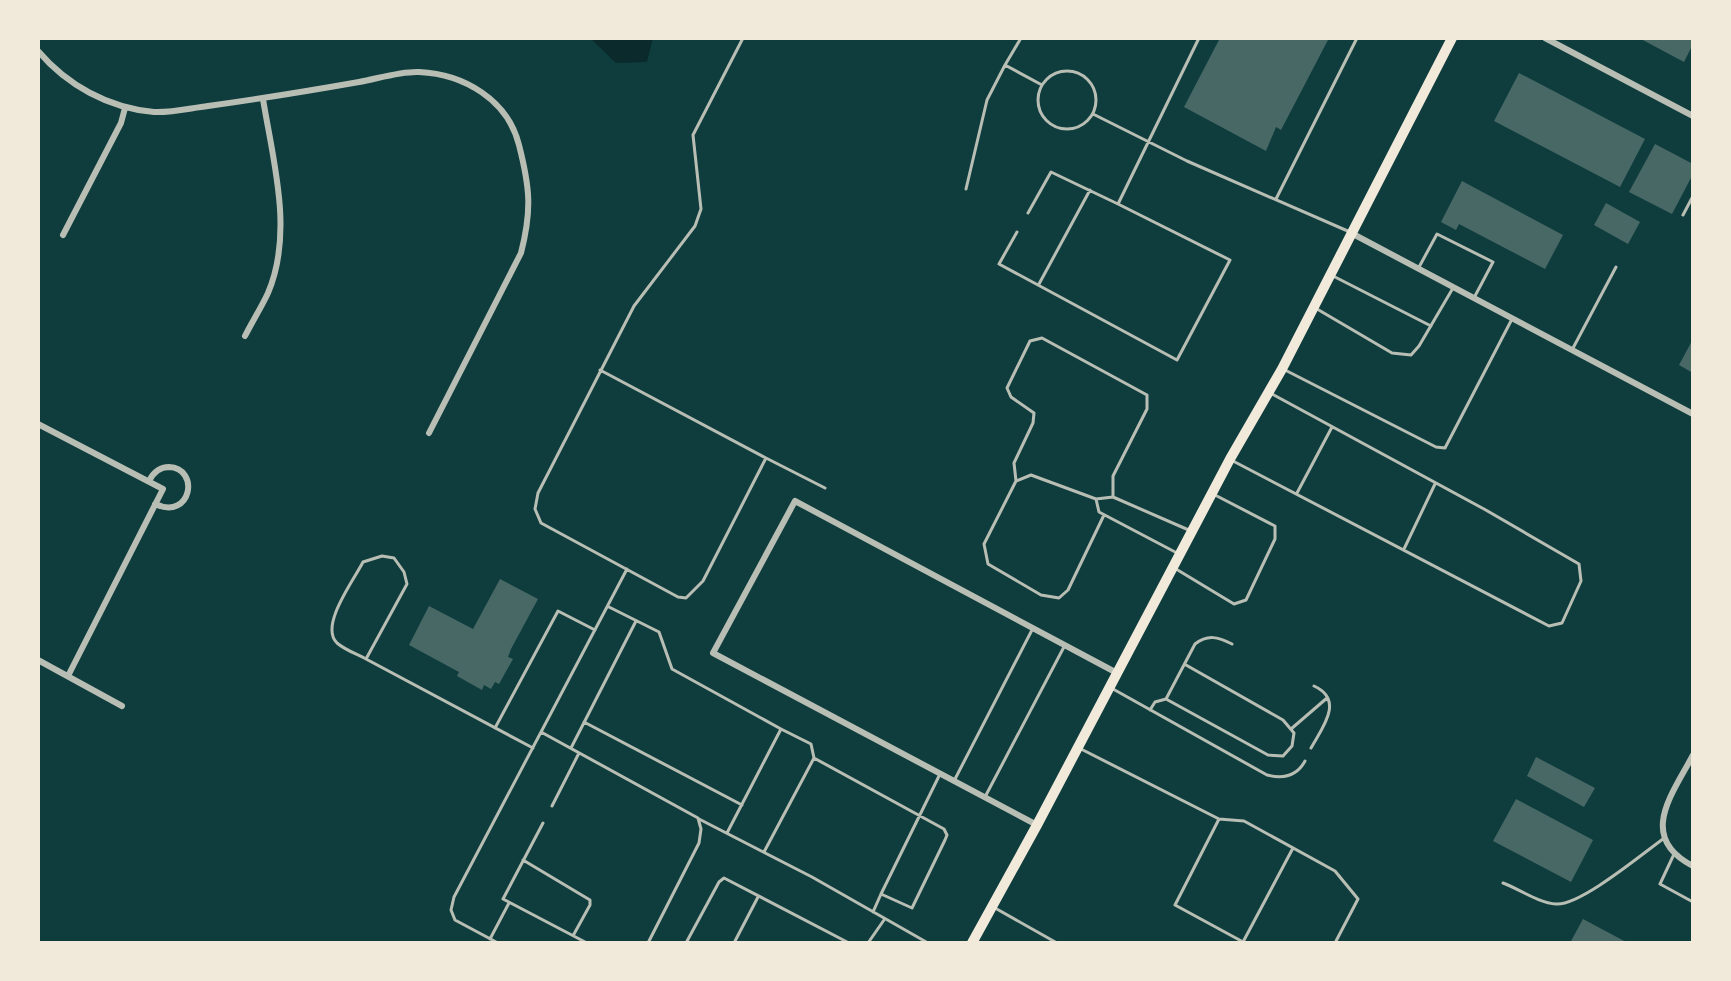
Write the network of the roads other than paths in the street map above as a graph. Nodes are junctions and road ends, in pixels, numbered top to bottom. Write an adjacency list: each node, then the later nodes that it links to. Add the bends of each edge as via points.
1 (743, 38): 37 (lane, via 693,135 701,209 695,226 634,306)
2 (1021, 38): 8 (lane)
3 (1199, 38): 14 (lane)
4 (1357, 38): 18 (lane)
5 (1452, 38): 23 (main road)
6 (1545, 38): 13 (street)
7 (38, 51): 11 (street, via 73,84)
8 (1005, 65): 9 (lane); 15 (lane, via 987,100)
9 (1042, 85): 12 (lane, via 1057,73 1086,78 1096,95); 12 (lane, via 1038,104 1053,126 1080,127)
10 (263, 99): 11 (street, via 157,112); 34 (street, via 281,221 268,292); 42 (street, via 417,72 450,77 482,92 504,110 516,131 530,204 521,253)
11 (125, 108): 24 (street)
12 (1093, 114): 14 (lane)
13 (1693, 116)
14 (1147, 142): 18 (lane); 19 (lane)
15 (966, 189)
16 (1090, 190): 19 (lane); 20 (lane, via 1051,172); 28 (lane)
17 (1693, 196): 21 (lane)
18 (1276, 200): 23 (lane)
19 (1118, 204): 28 (lane, via 1230,260 1177,360)
20 (1028, 213)
21 (1683, 215)
22 (1017, 232): 28 (lane, via 999,264)
23 (1353, 234): 26 (street); 27 (main road)
24 (63, 235)
25 (1616, 267): 35 (lane)
26 (1418, 269): 29 (street); 30 (lane, via 1437,234 1493,262)
27 (1331, 275): 31 (main road); 33 (lane)
28 (1039, 284)
29 (1453, 287): 30 (street); 33 (lane)
30 (1474, 298): 32 (street)
31 (1314, 307): 33 (lane, via 1401,355 1411,355); 36 (main road)
32 (1512, 319): 35 (street); 36 (lane, via 1445,448)
33 (1431, 326)
34 (245, 336)
35 (1572, 350): 39 (street)
36 (1282, 369): 38 (main road)
37 (600, 370): 43 (lane); 59 (lane, via 538,493 535,509 541,523)
38 (1269, 393): 41 (lane); 44 (main road)
39 (1693, 414)
40 (38, 424): 45 (street)
41 (1332, 427): 47 (lane); 49 (lane)
42 (429, 433)
43 (766, 458): 48 (lane); 59 (lane, via 693,593 678,597)
44 (1230, 459): 49 (lane); 50 (main road)
45 (149, 481): 53 (street, via 163,489); 53 (street, via 165,467 181,471 187,480 188,491 179,505)
46 (1016, 481): 51 (lane, via 1014,463 1034,413 1007,388 1030,341 1042,338 1147,395 1147,409 1113,476); 52 (lane, via 1031,475); 54 (lane, via 984,544 988,564 1041,595 1059,598 1068,590)
47 (1436, 483): 56 (lane); 56 (lane, via 1579,564 1581,581 1562,623 1549,626)
48 (825, 488)
49 (1297, 493): 56 (lane)
50 (1211, 494): 55 (main road); 58 (lane, via 1275,526 1275,539 1246,600 1234,604)
51 (1113, 497): 52 (lane); 55 (lane)
52 (1096, 499): 54 (lane)
53 (155, 504): 70 (street)
54 (1104, 515): 57 (lane)
55 (1191, 531): 57 (main road)
56 (1404, 549)
57 (1179, 554): 58 (main road)
58 (1173, 567): 69 (main road)
59 (627, 569): 60 (lane)
60 (608, 606): 61 (lane); 63 (lane)
61 (636, 621): 77 (lane); 79 (lane, via 659,632 672,669)
62 (1033, 628): 65 (street); 90 (street, via 795,501 713,653); 91 (lane)
63 (595, 630): 78 (lane, via 558,611); 81 (lane)
64 (1232, 644): 68 (lane, via 1203,638)
65 (1065, 645): 69 (street); 92 (lane)
66 (366, 659): 66 (lane, via 338,644 331,622 363,562 394,558 407,584); 78 (lane)
67 (38, 660): 70 (street)
68 (1186, 665): 74 (lane); 80 (lane)
69 (1117, 673): 72 (main road)
70 (68, 676): 75 (street)
71 (1314, 686): 73 (lane)
72 (1110, 687): 76 (lane); 82 (main road)
73 (1327, 698): 80 (lane); 85 (lane, via 1330,713)
74 (1166, 699): 76 (lane); 80 (lane, via 1268,755 1283,756 1292,746)
75 (122, 706)
76 (1150, 710): 89 (lane, via 1267,775 1292,774)
77 (584, 722): 84 (lane); 93 (lane)
78 (495, 728): 83 (lane)
79 (781, 729): 88 (lane, via 811,744); 93 (lane)
80 (1291, 729)
81 (541, 732): 83 (lane); 84 (lane)
82 (1077, 747): 97 (lane); 99 (main road)
83 (533, 748): 116 (lane, via 451,910 455,920)
84 (571, 748): 86 (lane)
85 (1311, 748)
86 (579, 753): 94 (lane); 96 (lane)
87 (1693, 755): 101 (street, via 1662,813)
88 (814, 758): 95 (lane); 103 (lane)
89 (1305, 761)
90 (940, 774): 91 (street); 95 (lane)
91 (954, 781): 92 (street)
92 (985, 797): 99 (street)
93 (742, 805): 100 (lane)
94 (552, 806)
95 (920, 815): 108 (lane); 108 (lane, via 947,835 912,908)
96 (696, 817): 100 (lane); 120 (lane, via 699,843)
97 (1219, 819): 102 (lane, via 1244,821); 117 (lane, via 1175,905)
98 (543, 823): 105 (lane)
99 (1037, 825): 112 (main road)
100 (727, 833): 103 (lane)
101 (1663, 839): 104 (street); 107 (lane, via 1564,904)
102 (1293, 848): 117 (lane); 128 (lane, via 1335,871 1358,899)
103 (764, 852): 113 (lane)
104 (1675, 852): 106 (street); 111 (lane, via 1660,884)
105 (523, 860): 110 (lane, via 503,899); 115 (lane, via 590,900)
106 (1693, 866)
107 (1503, 883)
108 (881, 894): 113 (lane)
109 (758, 895): 121 (lane, via 724,878); 122 (lane); 123 (lane)
110 (509, 902): 115 (lane); 116 (lane)
111 (1693, 902)
112 (991, 906): 126 (main road); 127 (lane)
113 (873, 912): 114 (lane)
114 (885, 918): 124 (lane); 125 (lane)
115 (573, 935): 119 (lane)
116 (490, 939): 118 (lane)
117 (1244, 942)
118 (498, 943)
119 (587, 943)
120 (648, 943)
121 (686, 943)
122 (734, 943)
123 (849, 943)
124 (868, 943)
125 (928, 943)
126 (972, 943)
127 (1057, 943)
128 (1335, 943)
━━━━━━━━━━━━━━━━
EXERCISE OBJECTIVE
Exactly as they stand, the entries must be written out again, pictures excluded.

SOLUTION TO THE EXERCISE
Write the network of the roads other than paths in the street map above as a graph. Nodes are junctions and road ends, in pixels, numbered top to bottom. Write an adjacency list: each node, then the later nodes that it links to. Add the bends of each edge as via points.
1 (743, 38): 37 (lane, via 693,135 701,209 695,226 634,306)
2 (1021, 38): 8 (lane)
3 (1199, 38): 14 (lane)
4 (1357, 38): 18 (lane)
5 (1452, 38): 23 (main road)
6 (1545, 38): 13 (street)
7 (38, 51): 11 (street, via 73,84)
8 (1005, 65): 9 (lane); 15 (lane, via 987,100)
9 (1042, 85): 12 (lane, via 1057,73 1086,78 1096,95); 12 (lane, via 1038,104 1053,126 1080,127)
10 (263, 99): 11 (street, via 157,112); 34 (street, via 281,221 268,292); 42 (street, via 417,72 450,77 482,92 504,110 516,131 530,204 521,253)
11 (125, 108): 24 (street)
12 (1093, 114): 14 (lane)
13 (1693, 116)
14 (1147, 142): 18 (lane); 19 (lane)
15 (966, 189)
16 (1090, 190): 19 (lane); 20 (lane, via 1051,172); 28 (lane)
17 (1693, 196): 21 (lane)
18 (1276, 200): 23 (lane)
19 (1118, 204): 28 (lane, via 1230,260 1177,360)
20 (1028, 213)
21 (1683, 215)
22 (1017, 232): 28 (lane, via 999,264)
23 (1353, 234): 26 (street); 27 (main road)
24 (63, 235)
25 (1616, 267): 35 (lane)
26 (1418, 269): 29 (street); 30 (lane, via 1437,234 1493,262)
27 (1331, 275): 31 (main road); 33 (lane)
28 (1039, 284)
29 (1453, 287): 30 (street); 33 (lane)
30 (1474, 298): 32 (street)
31 (1314, 307): 33 (lane, via 1401,355 1411,355); 36 (main road)
32 (1512, 319): 35 (street); 36 (lane, via 1445,448)
33 (1431, 326)
34 (245, 336)
35 (1572, 350): 39 (street)
36 (1282, 369): 38 (main road)
37 (600, 370): 43 (lane); 59 (lane, via 538,493 535,509 541,523)
38 (1269, 393): 41 (lane); 44 (main road)
39 (1693, 414)
40 (38, 424): 45 (street)
41 (1332, 427): 47 (lane); 49 (lane)
42 (429, 433)
43 (766, 458): 48 (lane); 59 (lane, via 693,593 678,597)
44 (1230, 459): 49 (lane); 50 (main road)
45 (149, 481): 53 (street, via 163,489); 53 (street, via 165,467 181,471 187,480 188,491 179,505)
46 (1016, 481): 51 (lane, via 1014,463 1034,413 1007,388 1030,341 1042,338 1147,395 1147,409 1113,476); 52 (lane, via 1031,475); 54 (lane, via 984,544 988,564 1041,595 1059,598 1068,590)
47 (1436, 483): 56 (lane); 56 (lane, via 1579,564 1581,581 1562,623 1549,626)
48 (825, 488)
49 (1297, 493): 56 (lane)
50 (1211, 494): 55 (main road); 58 (lane, via 1275,526 1275,539 1246,600 1234,604)
51 (1113, 497): 52 (lane); 55 (lane)
52 (1096, 499): 54 (lane)
53 (155, 504): 70 (street)
54 (1104, 515): 57 (lane)
55 (1191, 531): 57 (main road)
56 (1404, 549)
57 (1179, 554): 58 (main road)
58 (1173, 567): 69 (main road)
59 (627, 569): 60 (lane)
60 (608, 606): 61 (lane); 63 (lane)
61 (636, 621): 77 (lane); 79 (lane, via 659,632 672,669)
62 (1033, 628): 65 (street); 90 (street, via 795,501 713,653); 91 (lane)
63 (595, 630): 78 (lane, via 558,611); 81 (lane)
64 (1232, 644): 68 (lane, via 1203,638)
65 (1065, 645): 69 (street); 92 (lane)
66 (366, 659): 66 (lane, via 338,644 331,622 363,562 394,558 407,584); 78 (lane)
67 (38, 660): 70 (street)
68 (1186, 665): 74 (lane); 80 (lane)
69 (1117, 673): 72 (main road)
70 (68, 676): 75 (street)
71 (1314, 686): 73 (lane)
72 (1110, 687): 76 (lane); 82 (main road)
73 (1327, 698): 80 (lane); 85 (lane, via 1330,713)
74 (1166, 699): 76 (lane); 80 (lane, via 1268,755 1283,756 1292,746)
75 (122, 706)
76 (1150, 710): 89 (lane, via 1267,775 1292,774)
77 (584, 722): 84 (lane); 93 (lane)
78 (495, 728): 83 (lane)
79 (781, 729): 88 (lane, via 811,744); 93 (lane)
80 (1291, 729)
81 (541, 732): 83 (lane); 84 (lane)
82 (1077, 747): 97 (lane); 99 (main road)
83 (533, 748): 116 (lane, via 451,910 455,920)
84 (571, 748): 86 (lane)
85 (1311, 748)
86 (579, 753): 94 (lane); 96 (lane)
87 (1693, 755): 101 (street, via 1662,813)
88 (814, 758): 95 (lane); 103 (lane)
89 (1305, 761)
90 (940, 774): 91 (street); 95 (lane)
91 (954, 781): 92 (street)
92 (985, 797): 99 (street)
93 (742, 805): 100 (lane)
94 (552, 806)
95 (920, 815): 108 (lane); 108 (lane, via 947,835 912,908)
96 (696, 817): 100 (lane); 120 (lane, via 699,843)
97 (1219, 819): 102 (lane, via 1244,821); 117 (lane, via 1175,905)
98 (543, 823): 105 (lane)
99 (1037, 825): 112 (main road)
100 (727, 833): 103 (lane)
101 (1663, 839): 104 (street); 107 (lane, via 1564,904)
102 (1293, 848): 117 (lane); 128 (lane, via 1335,871 1358,899)
103 (764, 852): 113 (lane)
104 (1675, 852): 106 (street); 111 (lane, via 1660,884)
105 (523, 860): 110 (lane, via 503,899); 115 (lane, via 590,900)
106 (1693, 866)
107 (1503, 883)
108 (881, 894): 113 (lane)
109 (758, 895): 121 (lane, via 724,878); 122 (lane); 123 (lane)
110 (509, 902): 115 (lane); 116 (lane)
111 (1693, 902)
112 (991, 906): 126 (main road); 127 (lane)
113 (873, 912): 114 (lane)
114 (885, 918): 124 (lane); 125 (lane)
115 (573, 935): 119 (lane)
116 (490, 939): 118 (lane)
117 (1244, 942)
118 (498, 943)
119 (587, 943)
120 (648, 943)
121 (686, 943)
122 (734, 943)
123 (849, 943)
124 (868, 943)
125 (928, 943)
126 (972, 943)
127 (1057, 943)
128 (1335, 943)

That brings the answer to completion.